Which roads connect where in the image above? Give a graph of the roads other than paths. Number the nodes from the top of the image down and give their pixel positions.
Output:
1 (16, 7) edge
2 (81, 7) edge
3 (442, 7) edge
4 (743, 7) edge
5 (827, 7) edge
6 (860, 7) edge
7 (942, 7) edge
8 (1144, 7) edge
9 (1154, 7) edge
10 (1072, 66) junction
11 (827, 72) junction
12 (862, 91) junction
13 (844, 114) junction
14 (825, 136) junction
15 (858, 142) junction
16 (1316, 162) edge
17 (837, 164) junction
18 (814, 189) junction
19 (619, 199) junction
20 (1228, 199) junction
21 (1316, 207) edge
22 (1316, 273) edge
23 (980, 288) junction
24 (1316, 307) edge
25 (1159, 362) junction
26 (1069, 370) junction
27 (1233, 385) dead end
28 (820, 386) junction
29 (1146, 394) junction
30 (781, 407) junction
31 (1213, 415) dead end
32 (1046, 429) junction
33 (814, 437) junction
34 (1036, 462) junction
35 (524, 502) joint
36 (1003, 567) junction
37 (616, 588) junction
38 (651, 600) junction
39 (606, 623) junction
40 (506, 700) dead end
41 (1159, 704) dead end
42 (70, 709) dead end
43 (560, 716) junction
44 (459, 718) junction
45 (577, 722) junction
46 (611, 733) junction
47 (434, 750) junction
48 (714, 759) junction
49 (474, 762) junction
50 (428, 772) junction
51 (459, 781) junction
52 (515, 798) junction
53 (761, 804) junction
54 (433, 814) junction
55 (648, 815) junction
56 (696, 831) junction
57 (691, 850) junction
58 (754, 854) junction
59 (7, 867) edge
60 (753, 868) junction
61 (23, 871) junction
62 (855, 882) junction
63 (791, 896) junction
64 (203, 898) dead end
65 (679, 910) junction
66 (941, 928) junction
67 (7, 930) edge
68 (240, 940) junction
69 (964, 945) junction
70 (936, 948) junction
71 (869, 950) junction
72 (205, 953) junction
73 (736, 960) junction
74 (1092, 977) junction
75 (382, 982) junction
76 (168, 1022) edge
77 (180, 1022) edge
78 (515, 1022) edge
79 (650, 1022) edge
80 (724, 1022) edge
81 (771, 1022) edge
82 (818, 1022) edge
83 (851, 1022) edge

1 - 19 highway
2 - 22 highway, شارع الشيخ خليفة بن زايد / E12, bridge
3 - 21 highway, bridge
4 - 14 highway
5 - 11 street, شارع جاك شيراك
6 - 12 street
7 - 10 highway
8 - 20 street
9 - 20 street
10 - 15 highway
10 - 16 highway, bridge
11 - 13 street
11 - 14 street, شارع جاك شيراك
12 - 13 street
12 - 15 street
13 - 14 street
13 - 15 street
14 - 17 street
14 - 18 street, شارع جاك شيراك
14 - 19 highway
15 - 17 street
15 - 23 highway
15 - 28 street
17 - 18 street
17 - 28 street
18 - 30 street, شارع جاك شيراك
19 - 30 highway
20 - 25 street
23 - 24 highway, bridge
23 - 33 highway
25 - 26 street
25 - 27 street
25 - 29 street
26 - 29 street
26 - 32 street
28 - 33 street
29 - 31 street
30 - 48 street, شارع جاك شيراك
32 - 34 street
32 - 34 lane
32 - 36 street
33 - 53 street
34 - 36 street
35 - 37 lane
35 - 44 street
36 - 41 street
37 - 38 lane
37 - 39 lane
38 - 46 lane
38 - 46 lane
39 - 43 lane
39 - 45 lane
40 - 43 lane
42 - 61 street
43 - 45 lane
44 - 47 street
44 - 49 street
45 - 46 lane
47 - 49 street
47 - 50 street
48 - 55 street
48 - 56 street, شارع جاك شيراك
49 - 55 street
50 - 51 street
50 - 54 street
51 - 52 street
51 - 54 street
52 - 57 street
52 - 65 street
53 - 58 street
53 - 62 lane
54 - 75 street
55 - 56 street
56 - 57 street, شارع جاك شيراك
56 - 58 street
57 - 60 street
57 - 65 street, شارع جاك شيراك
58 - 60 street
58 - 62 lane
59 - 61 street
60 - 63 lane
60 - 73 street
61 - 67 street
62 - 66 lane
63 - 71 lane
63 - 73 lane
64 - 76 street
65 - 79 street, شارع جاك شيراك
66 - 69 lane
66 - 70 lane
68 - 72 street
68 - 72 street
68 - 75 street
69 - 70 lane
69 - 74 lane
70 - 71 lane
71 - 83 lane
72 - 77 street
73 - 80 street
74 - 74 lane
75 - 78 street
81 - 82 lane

::::

Exercise directions:
Output the whole listing above again, word for word.

Answer to this problem:
Which roads connect where in the image above? Give a graph of the roads other than paths. Number the nodes from the top of the image down and give their pixel positions.
Output:
1 (16, 7) edge
2 (81, 7) edge
3 (442, 7) edge
4 (743, 7) edge
5 (827, 7) edge
6 (860, 7) edge
7 (942, 7) edge
8 (1144, 7) edge
9 (1154, 7) edge
10 (1072, 66) junction
11 (827, 72) junction
12 (862, 91) junction
13 (844, 114) junction
14 (825, 136) junction
15 (858, 142) junction
16 (1316, 162) edge
17 (837, 164) junction
18 (814, 189) junction
19 (619, 199) junction
20 (1228, 199) junction
21 (1316, 207) edge
22 (1316, 273) edge
23 (980, 288) junction
24 (1316, 307) edge
25 (1159, 362) junction
26 (1069, 370) junction
27 (1233, 385) dead end
28 (820, 386) junction
29 (1146, 394) junction
30 (781, 407) junction
31 (1213, 415) dead end
32 (1046, 429) junction
33 (814, 437) junction
34 (1036, 462) junction
35 (524, 502) joint
36 (1003, 567) junction
37 (616, 588) junction
38 (651, 600) junction
39 (606, 623) junction
40 (506, 700) dead end
41 (1159, 704) dead end
42 (70, 709) dead end
43 (560, 716) junction
44 (459, 718) junction
45 (577, 722) junction
46 (611, 733) junction
47 (434, 750) junction
48 (714, 759) junction
49 (474, 762) junction
50 (428, 772) junction
51 (459, 781) junction
52 (515, 798) junction
53 (761, 804) junction
54 (433, 814) junction
55 (648, 815) junction
56 (696, 831) junction
57 (691, 850) junction
58 (754, 854) junction
59 (7, 867) edge
60 (753, 868) junction
61 (23, 871) junction
62 (855, 882) junction
63 (791, 896) junction
64 (203, 898) dead end
65 (679, 910) junction
66 (941, 928) junction
67 (7, 930) edge
68 (240, 940) junction
69 (964, 945) junction
70 (936, 948) junction
71 (869, 950) junction
72 (205, 953) junction
73 (736, 960) junction
74 (1092, 977) junction
75 (382, 982) junction
76 (168, 1022) edge
77 (180, 1022) edge
78 (515, 1022) edge
79 (650, 1022) edge
80 (724, 1022) edge
81 (771, 1022) edge
82 (818, 1022) edge
83 (851, 1022) edge

1 - 19 highway
2 - 22 highway, شارع الشيخ خليفة بن زايد / E12, bridge
3 - 21 highway, bridge
4 - 14 highway
5 - 11 street, شارع جاك شيراك
6 - 12 street
7 - 10 highway
8 - 20 street
9 - 20 street
10 - 15 highway
10 - 16 highway, bridge
11 - 13 street
11 - 14 street, شارع جاك شيراك
12 - 13 street
12 - 15 street
13 - 14 street
13 - 15 street
14 - 17 street
14 - 18 street, شارع جاك شيراك
14 - 19 highway
15 - 17 street
15 - 23 highway
15 - 28 street
17 - 18 street
17 - 28 street
18 - 30 street, شارع جاك شيراك
19 - 30 highway
20 - 25 street
23 - 24 highway, bridge
23 - 33 highway
25 - 26 street
25 - 27 street
25 - 29 street
26 - 29 street
26 - 32 street
28 - 33 street
29 - 31 street
30 - 48 street, شارع جاك شيراك
32 - 34 street
32 - 34 lane
32 - 36 street
33 - 53 street
34 - 36 street
35 - 37 lane
35 - 44 street
36 - 41 street
37 - 38 lane
37 - 39 lane
38 - 46 lane
38 - 46 lane
39 - 43 lane
39 - 45 lane
40 - 43 lane
42 - 61 street
43 - 45 lane
44 - 47 street
44 - 49 street
45 - 46 lane
47 - 49 street
47 - 50 street
48 - 55 street
48 - 56 street, شارع جاك شيراك
49 - 55 street
50 - 51 street
50 - 54 street
51 - 52 street
51 - 54 street
52 - 57 street
52 - 65 street
53 - 58 street
53 - 62 lane
54 - 75 street
55 - 56 street
56 - 57 street, شارع جاك شيراك
56 - 58 street
57 - 60 street
57 - 65 street, شارع جاك شيراك
58 - 60 street
58 - 62 lane
59 - 61 street
60 - 63 lane
60 - 73 street
61 - 67 street
62 - 66 lane
63 - 71 lane
63 - 73 lane
64 - 76 street
65 - 79 street, شارع جاك شيراك
66 - 69 lane
66 - 70 lane
68 - 72 street
68 - 72 street
68 - 75 street
69 - 70 lane
69 - 74 lane
70 - 71 lane
71 - 83 lane
72 - 77 street
73 - 80 street
74 - 74 lane
75 - 78 street
81 - 82 lane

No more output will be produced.